_REQUIRED WORK_. Among the entries that follow, locate the line with "wrist: (64, 197)" and the line with "ring dip: (290, 304)". Output those lines and all lines in between, exactly, minus the pictures.

_RECORDS_.
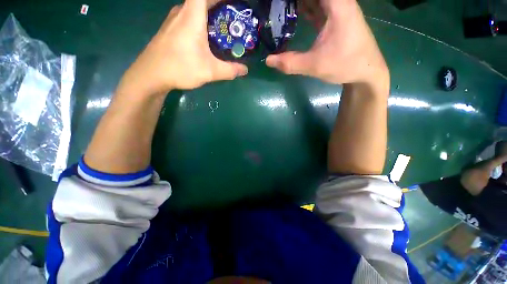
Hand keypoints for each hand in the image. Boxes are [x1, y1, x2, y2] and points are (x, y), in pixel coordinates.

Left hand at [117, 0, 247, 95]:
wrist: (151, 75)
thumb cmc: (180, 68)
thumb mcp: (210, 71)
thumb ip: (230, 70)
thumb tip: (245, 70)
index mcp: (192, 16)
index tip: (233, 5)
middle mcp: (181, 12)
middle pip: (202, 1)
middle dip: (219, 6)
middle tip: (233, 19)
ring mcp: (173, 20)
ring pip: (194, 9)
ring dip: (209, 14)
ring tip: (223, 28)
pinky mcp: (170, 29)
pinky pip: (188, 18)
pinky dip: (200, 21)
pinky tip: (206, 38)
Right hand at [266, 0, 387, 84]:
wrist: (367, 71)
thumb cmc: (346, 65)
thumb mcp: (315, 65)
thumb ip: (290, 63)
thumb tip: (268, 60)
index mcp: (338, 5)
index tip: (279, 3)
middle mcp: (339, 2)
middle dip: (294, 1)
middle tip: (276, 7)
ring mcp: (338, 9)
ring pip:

--

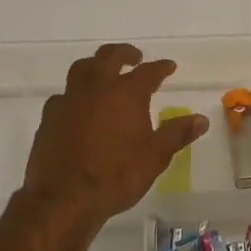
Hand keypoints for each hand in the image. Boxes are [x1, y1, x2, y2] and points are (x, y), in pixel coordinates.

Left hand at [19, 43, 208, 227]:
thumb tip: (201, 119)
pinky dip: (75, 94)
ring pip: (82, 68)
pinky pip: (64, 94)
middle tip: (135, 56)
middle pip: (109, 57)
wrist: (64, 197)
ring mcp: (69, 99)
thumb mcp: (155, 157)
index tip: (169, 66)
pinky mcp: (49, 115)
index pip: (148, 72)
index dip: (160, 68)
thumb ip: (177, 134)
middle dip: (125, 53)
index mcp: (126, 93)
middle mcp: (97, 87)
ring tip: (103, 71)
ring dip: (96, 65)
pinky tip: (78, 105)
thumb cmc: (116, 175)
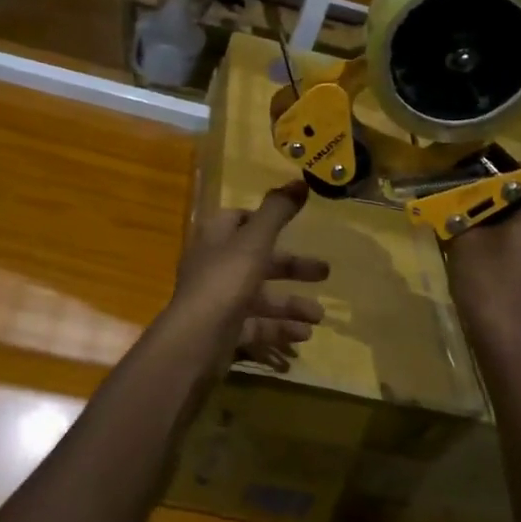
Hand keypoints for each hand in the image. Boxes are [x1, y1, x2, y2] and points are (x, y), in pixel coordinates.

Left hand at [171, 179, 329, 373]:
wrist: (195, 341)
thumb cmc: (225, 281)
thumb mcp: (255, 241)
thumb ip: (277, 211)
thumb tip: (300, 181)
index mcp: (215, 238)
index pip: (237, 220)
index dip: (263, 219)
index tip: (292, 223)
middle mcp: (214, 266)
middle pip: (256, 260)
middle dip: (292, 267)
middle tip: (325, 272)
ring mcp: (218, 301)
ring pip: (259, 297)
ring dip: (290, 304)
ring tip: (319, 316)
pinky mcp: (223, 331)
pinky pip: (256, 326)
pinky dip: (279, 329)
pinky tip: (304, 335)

_RESPONSE AREA_.
wrist: (64, 197)
ring mcp: (69, 99)
thumb mcp: (155, 157)
index tip: (169, 66)
pinky mcp: (49, 115)
index pip: (148, 72)
index dip: (160, 68)
thumb ip: (177, 134)
middle dip: (125, 53)
index mcp: (126, 93)
middle mcp: (97, 87)
ring tip: (103, 71)
ring dip: (96, 65)
pinky tip: (78, 105)
thumb cmc: (116, 175)
Hand keypoints for each hand in the image. Boxes are [x1, y1, x2, y2] and points are (x, y), in pixel coordinates.

Left hand at [171, 179, 329, 373]:
wrist: (195, 341)
thumb cmc: (225, 281)
thumb mcp: (255, 241)
thumb ip: (277, 211)
thumb tip: (300, 181)
index mcp: (215, 238)
index pip: (237, 220)
index dip: (263, 219)
index tip: (292, 223)
middle mcp: (214, 266)
middle pip: (256, 260)
middle dip: (292, 267)
middle tip: (325, 272)
ring mcp: (218, 301)
ring pip: (259, 297)
ring dip: (290, 304)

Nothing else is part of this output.